**Problem details**. A verbatim reproduction of the following listing is required; omit the pictures.

::::

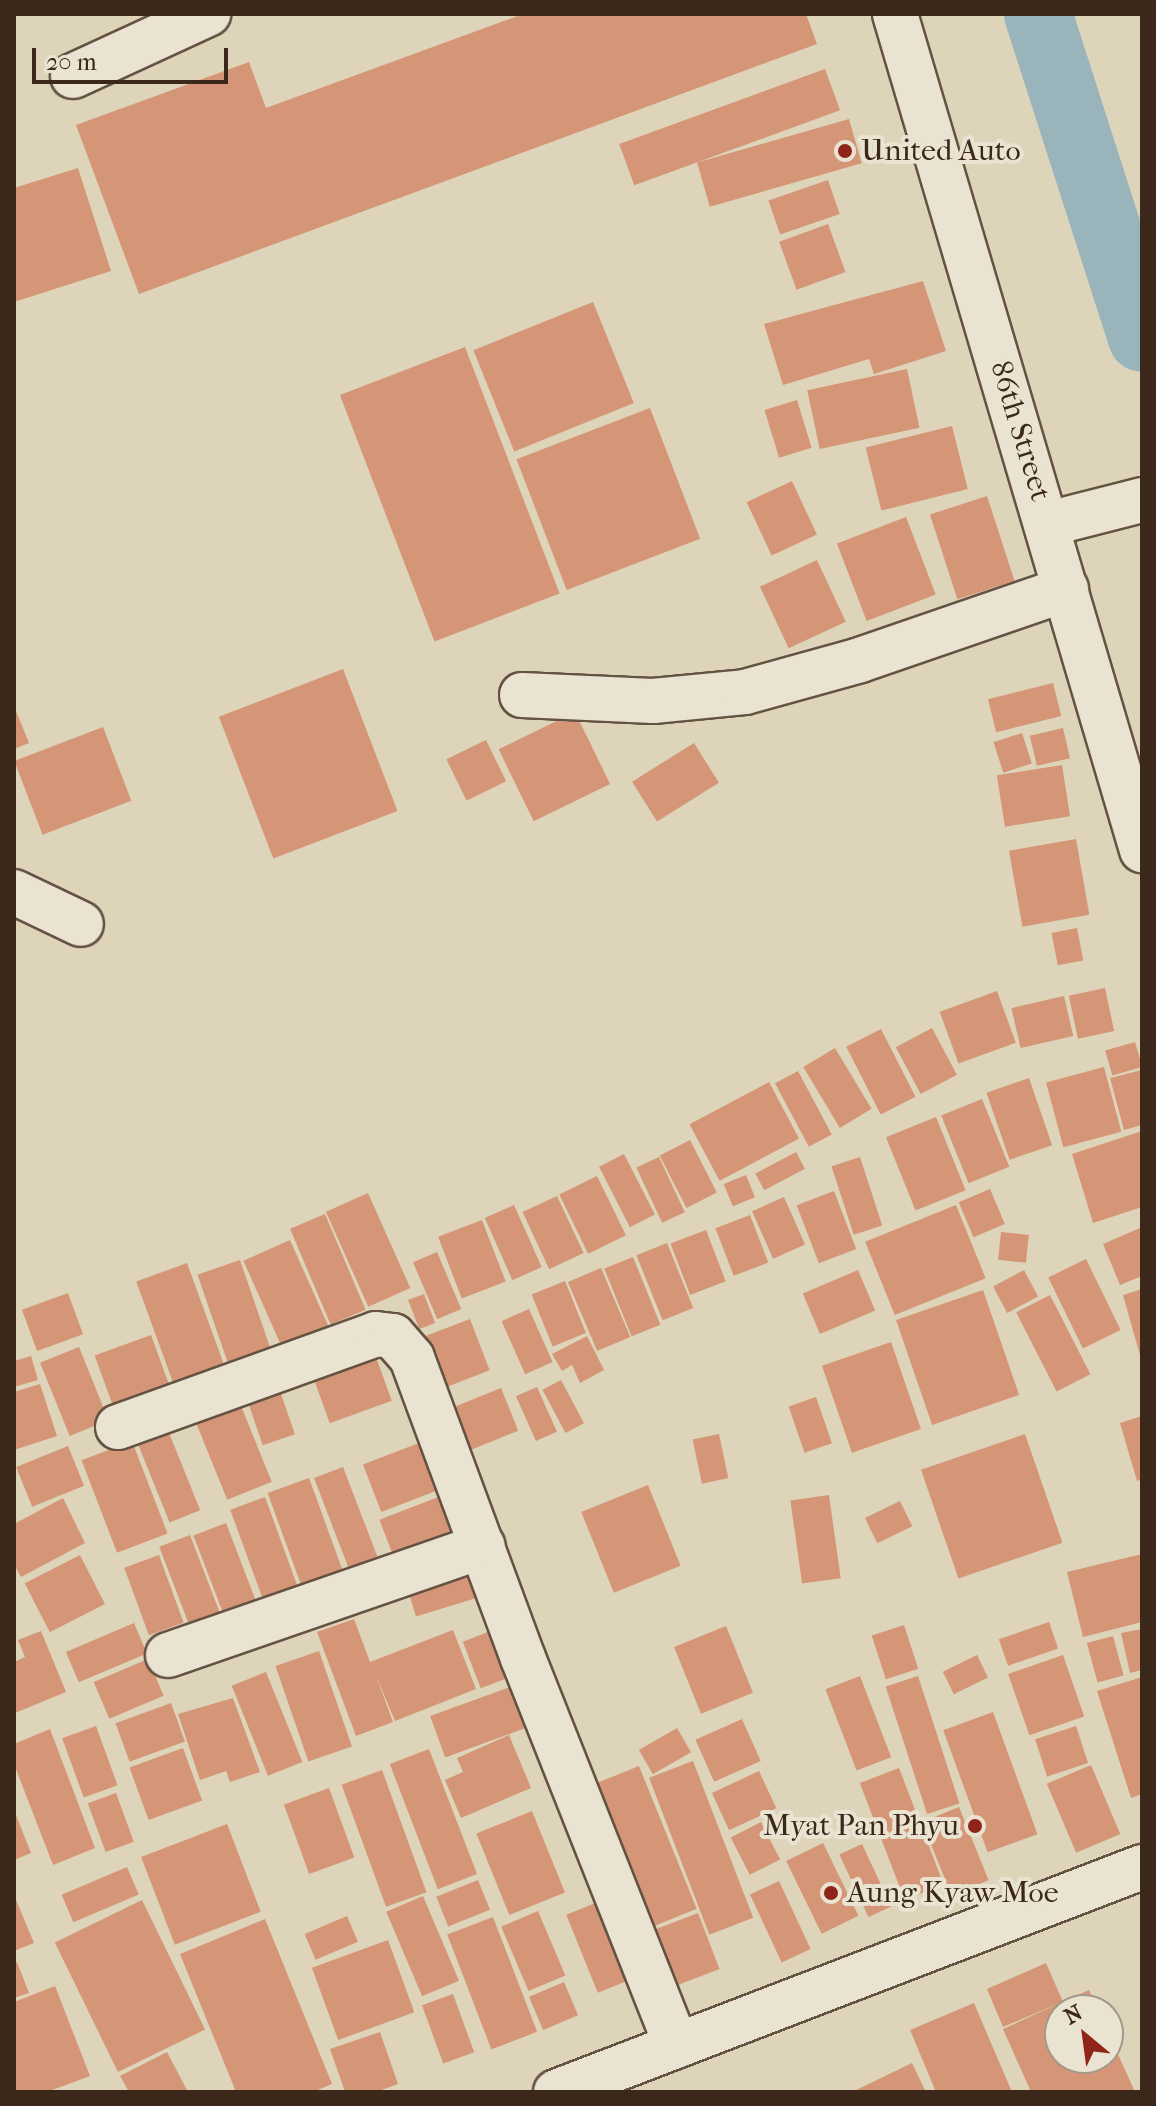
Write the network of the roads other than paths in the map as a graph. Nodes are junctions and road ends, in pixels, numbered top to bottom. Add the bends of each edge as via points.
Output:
1 (208, 14) edge
2 (895, 14) edge
3 (73, 76) dead end
4 (1124, 505) edge
5 (1048, 524) junction
6 (1066, 589) junction
7 (522, 695) dead end
8 (1142, 850) edge
9 (14, 892) edge
10 (81, 924) dead end
11 (118, 1427) dead end
12 (483, 1546) junction
13 (168, 1655) dead end
14 (1142, 1867) edge
15 (677, 2046) junction
16 (556, 2092) edge

1 - 3 street
2 - 5 street, 86th Street
4 - 5 street
5 - 6 street, 86th Street
6 - 7 street via 860,660 745,692 653,701
6 - 8 street, 86th Street
9 - 10 street
11 - 12 street via 376,1334 393,1336 412,1358
12 - 13 street
12 - 15 street
14 - 15 street
15 - 16 street

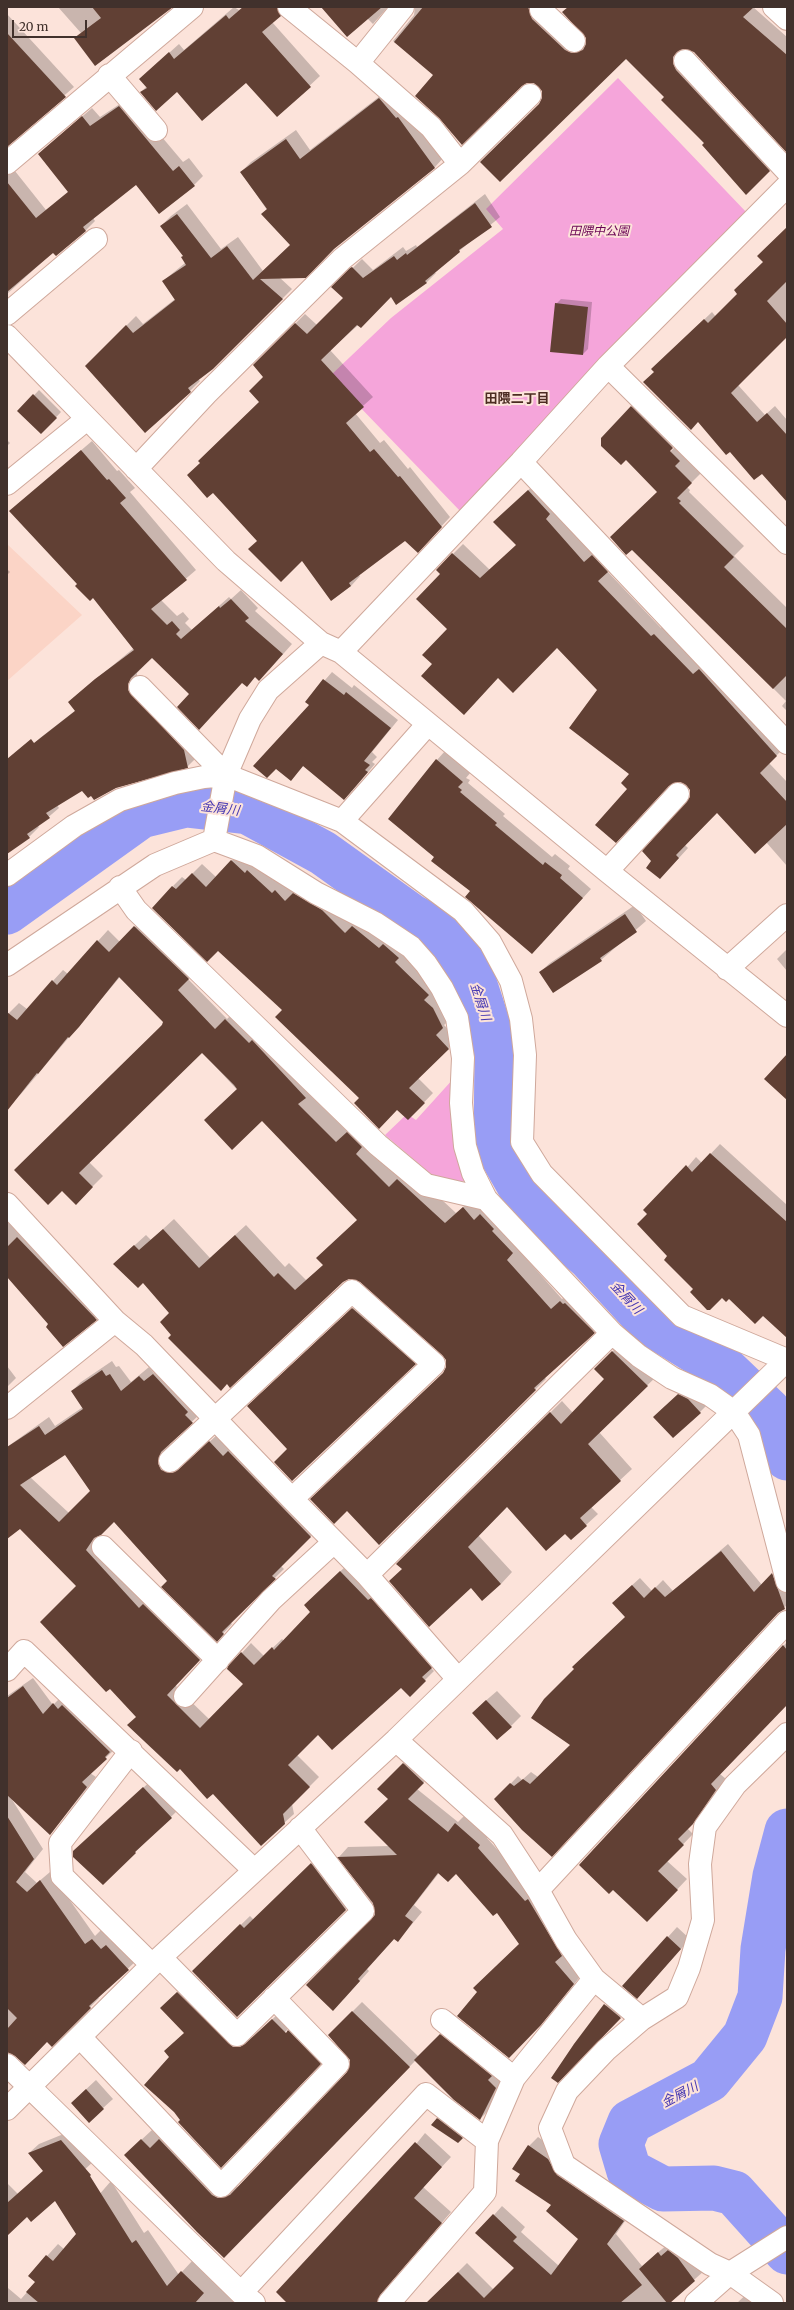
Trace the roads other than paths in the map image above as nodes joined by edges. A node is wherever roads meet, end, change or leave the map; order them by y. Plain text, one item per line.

::::

**Your solution**.
Write the network of the roads other than paths in the map as a graph. Nodes are junctions and road ends, in pixels, numbered top to bottom. Add the bends of each edge as via points.
Output:
1 (208, 14) edge
2 (895, 14) edge
3 (73, 76) dead end
4 (1124, 505) edge
5 (1048, 524) junction
6 (1066, 589) junction
7 (522, 695) dead end
8 (1142, 850) edge
9 (14, 892) edge
10 (81, 924) dead end
11 (118, 1427) dead end
12 (483, 1546) junction
13 (168, 1655) dead end
14 (1142, 1867) edge
15 (677, 2046) junction
16 (556, 2092) edge

1 - 3 street
2 - 5 street, 86th Street
4 - 5 street
5 - 6 street, 86th Street
6 - 7 street via 860,660 745,692 653,701
6 - 8 street, 86th Street
9 - 10 street
11 - 12 street via 376,1334 393,1336 412,1358
12 - 13 street
12 - 15 street
14 - 15 street
15 - 16 street

Trace the roads other than paths in the map image above as nodes joined by edges. A node is wherever roads meet, end, change or leave the map; order them by y. Plain text, one item per line.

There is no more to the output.